At ICM, where he worked for 21 years in Los Angeles and London, Rawley played a key role in expanding the company’s operations worldwide, building businesses directly or through affiliates in China, Latin America, Canada, France, Italy, Germany, Spain and elsewhere in Europe. In his global efforts and outreach, he helped establish new sources of talent and financing for the company. As a talent agent, he represented stars including Richard Dreyfuss, Richard Gere and Faye Dunaway.

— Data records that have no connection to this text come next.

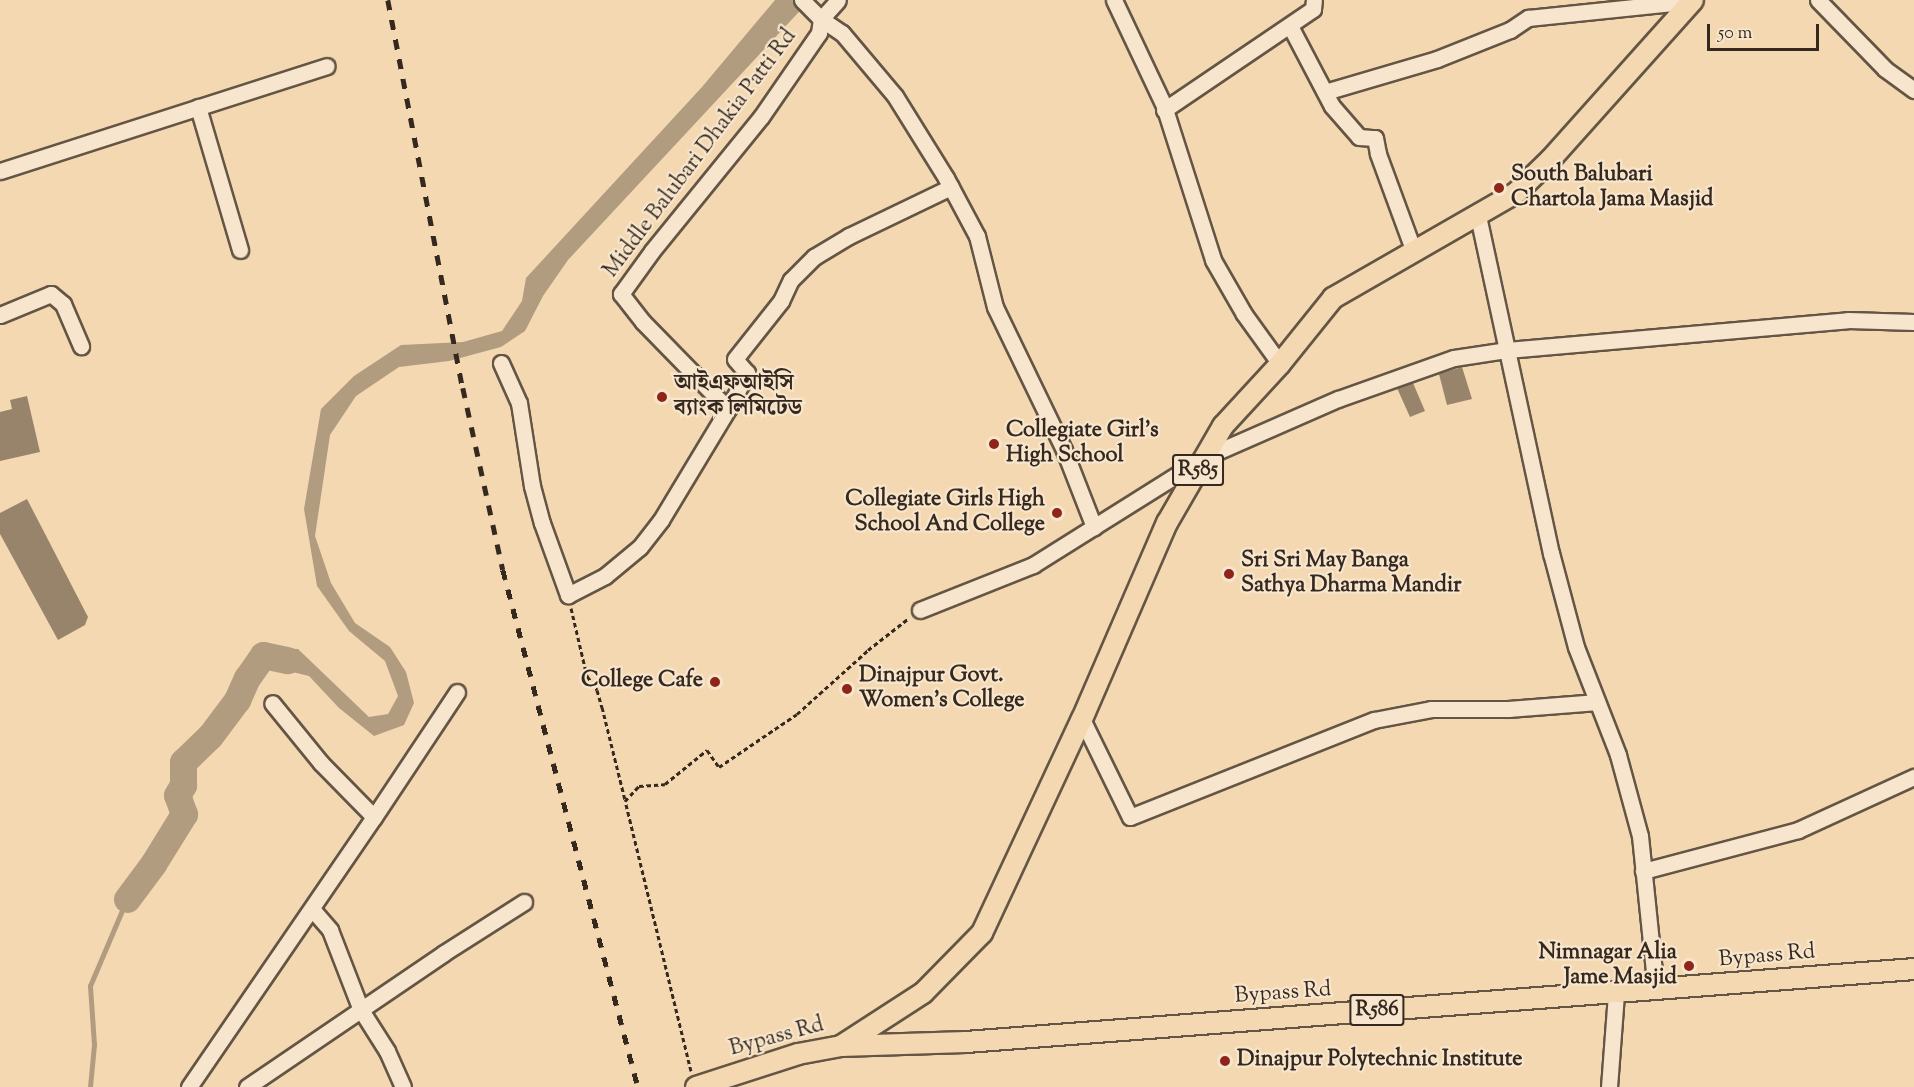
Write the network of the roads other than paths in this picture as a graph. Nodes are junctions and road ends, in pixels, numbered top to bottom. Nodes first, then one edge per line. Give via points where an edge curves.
1 (802, 0) edge
2 (838, 0) edge
3 (1114, 0) edge
4 (1314, 0) edge
5 (1692, 0) edge
6 (1818, 0) edge
7 (821, 19) junction
8 (1290, 26) junction
9 (327, 66) dead end
10 (1914, 90) edge
11 (1325, 92) junction
12 (198, 107) junction
13 (1164, 110) junction
14 (0, 171) edge
15 (951, 187) junction
16 (1478, 216) junction
17 (240, 250) dead end
18 (1413, 252) junction
19 (0, 315) edge
20 (1914, 322) edge
21 (81, 346) dead end
22 (1507, 350) junction
23 (501, 363) dead end
24 (1280, 364) junction
25 (728, 409) junction
26 (1205, 457) junction
27 (1094, 526) junction
28 (920, 610) road end
29 (457, 692) dead end
30 (1598, 702) junction
31 (272, 703) dead end
32 (1082, 719) junction
33 (1914, 777) edge
34 (374, 818) junction
35 (1643, 871) junction
36 (525, 902) dead end
37 (312, 909) junction
38 (1914, 969) edge
39 (1656, 990) junction
40 (1616, 993) junction
41 (361, 1010) junction
42 (841, 1046) junction
43 (694, 1083) edge
44 (189, 1087) edge
45 (247, 1087) edge
46 (403, 1087) edge
47 (1610, 1087) edge

1 - 7 street
2 - 7 street, Middle Balubari Dhakia Patti Rd
3 - 13 street
4 - 8 street via 1313,9
5 - 11 street via 1528,18 1510,30 1437,59
5 - 16 main road, R585 via 1551,159 1517,192
6 - 10 street via 1885,69
7 - 15 street via 842,33 895,96
7 - 25 street, Middle Balubari Dhakia Patti Rd via 819,33 761,117 651,251 621,294
8 - 11 street
8 - 13 street
9 - 12 street
11 - 18 street via 1359,137 1375,138
12 - 14 street
12 - 17 street
13 - 24 street via 1213,260 1244,314
15 - 25 street via 814,257 791,280 781,301 735,359 747,373
15 - 27 street via 977,236 995,307 1064,450
16 - 18 main road, R585
16 - 22 street
18 - 24 main road, R585 via 1333,298
19 - 21 street via 51,294 63,304
20 - 22 street via 1848,320
22 - 26 street via 1454,358 1338,399
22 - 30 street via 1551,553 1576,647
23 - 25 street via 519,403 532,486 568,595 605,576 640,547 661,520
24 - 26 main road, R585 via 1223,426
26 - 27 street
26 - 32 main road, R585 via 1167,523
27 - 28 street via 1033,565
29 - 34 street
30 - 32 street via 1509,710 1431,709 1374,720 1130,817
30 - 35 street via 1618,754 1640,836
31 - 34 street via 321,763
32 - 42 main road, R585 via 982,933 923,993
33 - 35 street via 1798,830
34 - 37 street
35 - 39 street
36 - 41 street
37 - 41 street via 330,930
37 - 44 street
38 - 39 main road, Bypass Rd / R586
39 - 40 main road, Bypass Rd / R586
40 - 42 main road, Bypass Rd / R586 via 966,1042
40 - 47 street
41 - 45 street
41 - 46 street via 387,1051
42 - 43 main road, Bypass Rd / R585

Rawley was known for his innovative financing, packaging and distribution of films internationally. In the 1970s, he was one of the first in the industry to tap independent money largely from Europe, Southeast Asia and Japan for both Hollywood majors and independent companies. Concurrently, he began to finance and produce movies and television, with independents and with his wife. Among the films he produced is the 1974 film “The Terrorist” from 20th Century Fox, which starred Sean Connery. Most recently, Kaplan directed “Simone,” which he produced and is based on a book by Puerto Rican author Eduardo Lalo, currently being distributed by the Samuel Goldwyn Company.
Rawley and Kaplan have lived in Puerto Rico since 2013 and have produced TV and films through Cine Condado Films, including “Dona Barbara” and “Of Love and Shadows,” distributed by RAI. They had recently been developing a television series set in San Juan called “Against the Tide,” about a Puerto Rican detective and his team. Additionally, Rawley had also been teaching film production at the University of Puerto Rico, developing a scholarship program for young Puerto Rican filmmakers to attend a major film school for a year. He was also on the board of the San Juan Teatro Del Opera, and was a longtime member of the board of the Ojai Music Festival.
Rawley was born in London and earned his bachelors and masters degrees from Oxford University. After producing theater, he joined CMA — the predecessor to ICM — in 1966, where he became managing director of the London office and head of European operations. In 1972, Rawley became head of production at MGM Europe. In 1978, he returned to ICM as executive vice president and head of international operations. He also served as an advisor to the Moscow International Film Festival and on the U.S. Committee of the British Film Office. In 1992, he was honored by King Juan Carlos of Spain and was an Officer of the Civil Order of Merit.
Rawley is survived by Kaplan, his children Pascale, Fabienne and Rufus, and grandchildren Cooper, Tarka, Merlin, Rowan and Ivo.